Further, a driving means for discriminating the screen size of the camera and driving either the first light emitting means or the second light emitting means corresponding thereto is provided, and these are driven by a single driving means. I am trying to drive.

Therefore, even if different screen sizes are selected, the size of each imprinted data is made the same at the time of printing, the optical precision of each is made uniform, and the circuit configuration is made. It becomes possible to make it simple.

[Brief description of drawings]

FIG. 1 is a block diagram showing a main configuration of a camera provided with a device according to a first embodiment of the present invention.

FIG. 2 is a perspective view showing a main configuration of a projection optical system according to a first embodiment of the present invention.

FIG. 3 is a diagram for explaining the size of imprinted characters and the like when the first screen size is selected by the device according to the first embodiment of the present invention.

FIG. 4 is a diagram for explaining the size of the imprinted character and the like when the second screen size is selected by the device according to the first embodiment of the present invention.

5 is a circuit diagram showing an LED drive circuit unit in the LED drive circuit of FIG. 1. FIG.

FIG. 6 is a circuit diagram showing an LED selection circuit unit in the LED drive circuit of FIG.

FIG. 7 is a diagram showing a mounting state of each imprinting LED of FIG. 1 on a substrate.

FIG. 8 is a view showing a mounting state of each of the imprinting LEDs of FIG. 1 different from FIG. 7 on a substrate.

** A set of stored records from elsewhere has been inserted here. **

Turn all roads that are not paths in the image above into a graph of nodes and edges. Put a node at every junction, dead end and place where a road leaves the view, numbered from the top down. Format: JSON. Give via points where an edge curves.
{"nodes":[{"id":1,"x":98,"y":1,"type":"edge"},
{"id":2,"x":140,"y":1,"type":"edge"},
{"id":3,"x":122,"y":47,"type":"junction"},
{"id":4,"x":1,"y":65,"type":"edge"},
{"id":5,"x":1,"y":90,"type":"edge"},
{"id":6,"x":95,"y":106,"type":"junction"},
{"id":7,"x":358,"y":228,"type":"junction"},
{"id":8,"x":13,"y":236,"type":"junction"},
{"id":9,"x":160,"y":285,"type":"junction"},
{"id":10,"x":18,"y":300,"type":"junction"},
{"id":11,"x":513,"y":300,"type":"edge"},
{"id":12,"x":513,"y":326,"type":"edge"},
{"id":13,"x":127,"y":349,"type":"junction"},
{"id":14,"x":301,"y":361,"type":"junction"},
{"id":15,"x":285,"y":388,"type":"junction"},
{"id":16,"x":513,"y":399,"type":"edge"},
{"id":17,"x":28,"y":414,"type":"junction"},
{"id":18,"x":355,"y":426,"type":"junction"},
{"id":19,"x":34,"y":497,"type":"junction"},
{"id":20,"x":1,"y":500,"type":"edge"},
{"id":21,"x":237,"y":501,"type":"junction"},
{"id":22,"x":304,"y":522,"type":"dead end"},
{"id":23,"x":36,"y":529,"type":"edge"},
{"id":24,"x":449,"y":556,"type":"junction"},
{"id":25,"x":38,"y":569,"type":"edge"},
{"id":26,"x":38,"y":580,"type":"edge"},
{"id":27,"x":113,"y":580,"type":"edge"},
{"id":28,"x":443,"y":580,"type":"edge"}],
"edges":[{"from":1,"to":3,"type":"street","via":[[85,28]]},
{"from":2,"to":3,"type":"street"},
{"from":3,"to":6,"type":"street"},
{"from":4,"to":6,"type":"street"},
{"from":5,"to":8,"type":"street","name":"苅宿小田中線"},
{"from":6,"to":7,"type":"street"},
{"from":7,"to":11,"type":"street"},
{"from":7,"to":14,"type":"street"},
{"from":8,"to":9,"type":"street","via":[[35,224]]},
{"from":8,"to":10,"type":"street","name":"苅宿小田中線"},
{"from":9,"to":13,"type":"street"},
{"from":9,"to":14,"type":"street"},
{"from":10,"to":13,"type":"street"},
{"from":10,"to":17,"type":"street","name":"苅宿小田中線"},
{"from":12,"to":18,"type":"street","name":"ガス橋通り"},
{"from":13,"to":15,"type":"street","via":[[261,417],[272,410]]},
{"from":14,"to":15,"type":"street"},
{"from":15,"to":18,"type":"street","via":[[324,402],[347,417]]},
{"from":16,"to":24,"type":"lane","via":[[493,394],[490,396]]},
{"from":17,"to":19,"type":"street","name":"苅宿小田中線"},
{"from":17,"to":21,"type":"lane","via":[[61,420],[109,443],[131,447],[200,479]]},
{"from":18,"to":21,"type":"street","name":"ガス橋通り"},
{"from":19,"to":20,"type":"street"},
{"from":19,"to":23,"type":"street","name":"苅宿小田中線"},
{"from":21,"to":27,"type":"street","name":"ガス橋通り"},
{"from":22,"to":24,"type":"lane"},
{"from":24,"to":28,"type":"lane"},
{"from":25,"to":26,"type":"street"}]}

FIG. 9 is a perspective view showing a main configuration of a projection optical system according to a second embodiment of the present invention.

[Explanation of sign]

 6 LED drive circuit 7a-7g 1st imprinting LED 8a-8g 2nd imprinting LED 10,11 Imaging lens 12 Film 13 Substrate

Claims (3)

[Claims] 1. A first light emitting means for imprinting information on a film surface and a second screen size smaller than the first screen size when the first screen size is selected. In a selected state, a second light emitting means for imprinting information on the film surface, a first imaging lens for guiding the light projected from the first light emitting means to the film surface, and the first image forming lens. A second image forming lens having a second image forming magnification smaller than that of the first image forming lens and guiding the light projected from the second light emitting means to the film surface. A data imprinting device. 2. A substrate for mounting each of the first light emitting means and the second light emitting means is provided.
The described data imprinting device. 3. A drive means for determining the screen size of the camera and driving either the first light emitting means or the second light emitting means corresponding to the screen size. Alternatively, the data imprinting device described in 2.